YOUR GOAL: Find the string "topology" in the records and copy each line where it occurs.

- - -

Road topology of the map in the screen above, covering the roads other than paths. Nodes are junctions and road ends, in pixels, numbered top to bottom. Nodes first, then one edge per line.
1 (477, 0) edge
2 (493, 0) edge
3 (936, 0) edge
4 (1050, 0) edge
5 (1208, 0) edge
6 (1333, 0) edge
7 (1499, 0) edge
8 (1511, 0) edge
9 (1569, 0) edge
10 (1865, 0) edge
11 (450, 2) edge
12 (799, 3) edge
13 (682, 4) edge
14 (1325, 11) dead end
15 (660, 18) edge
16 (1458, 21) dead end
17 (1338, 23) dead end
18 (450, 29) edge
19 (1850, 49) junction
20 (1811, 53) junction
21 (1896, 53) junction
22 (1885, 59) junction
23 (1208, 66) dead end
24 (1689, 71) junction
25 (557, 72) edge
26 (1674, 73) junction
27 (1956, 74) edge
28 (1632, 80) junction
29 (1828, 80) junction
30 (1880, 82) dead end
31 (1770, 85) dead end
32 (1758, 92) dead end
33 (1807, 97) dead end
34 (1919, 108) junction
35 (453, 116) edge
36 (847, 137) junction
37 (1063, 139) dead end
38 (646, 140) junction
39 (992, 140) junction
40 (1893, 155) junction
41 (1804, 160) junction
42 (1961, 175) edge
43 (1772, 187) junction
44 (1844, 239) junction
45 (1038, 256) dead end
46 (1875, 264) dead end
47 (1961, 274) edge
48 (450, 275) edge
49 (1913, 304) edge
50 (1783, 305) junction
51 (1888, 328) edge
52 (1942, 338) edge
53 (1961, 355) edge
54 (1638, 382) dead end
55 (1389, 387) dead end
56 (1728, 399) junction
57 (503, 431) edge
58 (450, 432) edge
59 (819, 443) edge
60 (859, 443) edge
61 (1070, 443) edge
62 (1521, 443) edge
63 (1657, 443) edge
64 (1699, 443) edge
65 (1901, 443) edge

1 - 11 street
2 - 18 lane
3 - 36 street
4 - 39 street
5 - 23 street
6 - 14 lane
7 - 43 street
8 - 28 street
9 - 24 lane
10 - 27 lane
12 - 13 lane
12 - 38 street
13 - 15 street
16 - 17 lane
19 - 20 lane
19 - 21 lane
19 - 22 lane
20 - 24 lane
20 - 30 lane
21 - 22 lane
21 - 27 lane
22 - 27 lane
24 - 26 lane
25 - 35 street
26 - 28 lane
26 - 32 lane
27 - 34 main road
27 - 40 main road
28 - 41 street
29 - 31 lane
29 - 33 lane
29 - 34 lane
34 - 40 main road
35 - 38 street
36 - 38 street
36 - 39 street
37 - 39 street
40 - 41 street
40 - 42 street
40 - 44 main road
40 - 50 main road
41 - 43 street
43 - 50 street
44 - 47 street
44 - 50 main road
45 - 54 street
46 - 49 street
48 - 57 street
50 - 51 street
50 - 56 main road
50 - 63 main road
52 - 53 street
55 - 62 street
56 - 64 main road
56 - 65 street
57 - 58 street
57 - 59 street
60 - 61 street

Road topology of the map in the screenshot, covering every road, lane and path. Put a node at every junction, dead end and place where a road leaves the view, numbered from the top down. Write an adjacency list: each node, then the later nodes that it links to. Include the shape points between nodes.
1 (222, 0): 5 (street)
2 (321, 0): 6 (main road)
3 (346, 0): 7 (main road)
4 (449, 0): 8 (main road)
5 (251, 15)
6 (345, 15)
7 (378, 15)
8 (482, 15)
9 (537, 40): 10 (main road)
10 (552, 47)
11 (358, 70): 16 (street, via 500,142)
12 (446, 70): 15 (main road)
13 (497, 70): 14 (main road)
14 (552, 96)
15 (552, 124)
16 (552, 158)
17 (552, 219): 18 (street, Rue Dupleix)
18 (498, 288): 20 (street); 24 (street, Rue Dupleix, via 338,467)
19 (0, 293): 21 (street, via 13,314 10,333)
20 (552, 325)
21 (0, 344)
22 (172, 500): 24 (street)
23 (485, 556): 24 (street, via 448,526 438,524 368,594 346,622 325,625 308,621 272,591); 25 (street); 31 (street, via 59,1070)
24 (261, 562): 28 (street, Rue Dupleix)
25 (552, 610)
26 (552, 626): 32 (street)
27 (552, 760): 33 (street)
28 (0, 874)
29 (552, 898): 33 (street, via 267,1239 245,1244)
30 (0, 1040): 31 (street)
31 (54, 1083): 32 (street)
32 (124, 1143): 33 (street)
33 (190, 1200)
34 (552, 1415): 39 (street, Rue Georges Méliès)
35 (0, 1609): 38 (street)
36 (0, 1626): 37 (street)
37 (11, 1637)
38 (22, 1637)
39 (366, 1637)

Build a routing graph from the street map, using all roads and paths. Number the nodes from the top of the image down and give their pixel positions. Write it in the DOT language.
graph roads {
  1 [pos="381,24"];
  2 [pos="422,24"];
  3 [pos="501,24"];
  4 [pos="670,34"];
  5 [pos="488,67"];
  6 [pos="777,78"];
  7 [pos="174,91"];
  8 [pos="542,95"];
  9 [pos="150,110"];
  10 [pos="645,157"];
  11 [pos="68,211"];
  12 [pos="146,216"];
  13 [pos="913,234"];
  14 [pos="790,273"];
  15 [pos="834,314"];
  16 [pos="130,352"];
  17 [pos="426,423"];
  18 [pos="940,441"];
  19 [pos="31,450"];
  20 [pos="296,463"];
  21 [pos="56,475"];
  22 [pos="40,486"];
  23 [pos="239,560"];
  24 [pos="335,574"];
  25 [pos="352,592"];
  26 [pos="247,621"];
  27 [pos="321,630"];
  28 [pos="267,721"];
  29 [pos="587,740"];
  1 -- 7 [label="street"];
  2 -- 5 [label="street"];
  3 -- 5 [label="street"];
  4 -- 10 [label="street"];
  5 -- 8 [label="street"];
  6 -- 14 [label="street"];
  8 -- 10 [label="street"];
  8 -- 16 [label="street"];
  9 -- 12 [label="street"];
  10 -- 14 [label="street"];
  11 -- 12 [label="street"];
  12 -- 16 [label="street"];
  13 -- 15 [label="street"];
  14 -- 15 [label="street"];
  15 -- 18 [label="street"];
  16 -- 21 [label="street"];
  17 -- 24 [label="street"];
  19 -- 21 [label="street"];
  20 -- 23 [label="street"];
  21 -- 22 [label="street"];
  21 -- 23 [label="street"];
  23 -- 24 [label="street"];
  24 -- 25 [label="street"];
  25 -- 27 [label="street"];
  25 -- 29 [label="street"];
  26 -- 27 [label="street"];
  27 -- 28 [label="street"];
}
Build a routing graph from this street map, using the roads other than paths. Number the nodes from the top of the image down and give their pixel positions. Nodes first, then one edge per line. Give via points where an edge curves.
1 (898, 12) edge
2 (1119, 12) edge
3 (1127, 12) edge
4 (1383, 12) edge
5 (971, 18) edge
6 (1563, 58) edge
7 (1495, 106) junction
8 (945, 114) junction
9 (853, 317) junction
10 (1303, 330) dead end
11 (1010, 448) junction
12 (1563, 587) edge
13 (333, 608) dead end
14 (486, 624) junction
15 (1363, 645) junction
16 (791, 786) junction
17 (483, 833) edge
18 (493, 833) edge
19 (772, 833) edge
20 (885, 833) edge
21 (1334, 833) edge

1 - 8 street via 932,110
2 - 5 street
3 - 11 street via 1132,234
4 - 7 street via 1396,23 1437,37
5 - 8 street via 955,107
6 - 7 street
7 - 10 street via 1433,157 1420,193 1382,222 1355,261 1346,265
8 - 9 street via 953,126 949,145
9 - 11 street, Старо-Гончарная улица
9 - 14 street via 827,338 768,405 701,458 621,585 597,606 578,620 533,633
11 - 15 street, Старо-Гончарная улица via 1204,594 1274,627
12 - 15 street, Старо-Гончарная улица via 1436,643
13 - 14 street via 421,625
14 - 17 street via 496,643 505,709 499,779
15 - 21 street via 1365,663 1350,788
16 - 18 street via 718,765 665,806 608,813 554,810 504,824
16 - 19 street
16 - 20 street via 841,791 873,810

- - -

WRITTEN ANSWER:
Road topology of the map in the screen above, covering the roads other than paths. Nodes are junctions and road ends, in pixels, numbered top to bottom. Nodes first, then one edge per line.
Road topology of the map in the screenshot, covering every road, lane and path. Put a node at every junction, dead end and place where a road leaves the view, numbered from the top down. Write an adjacency list: each node, then the later nodes that it links to. Include the shape points between nodes.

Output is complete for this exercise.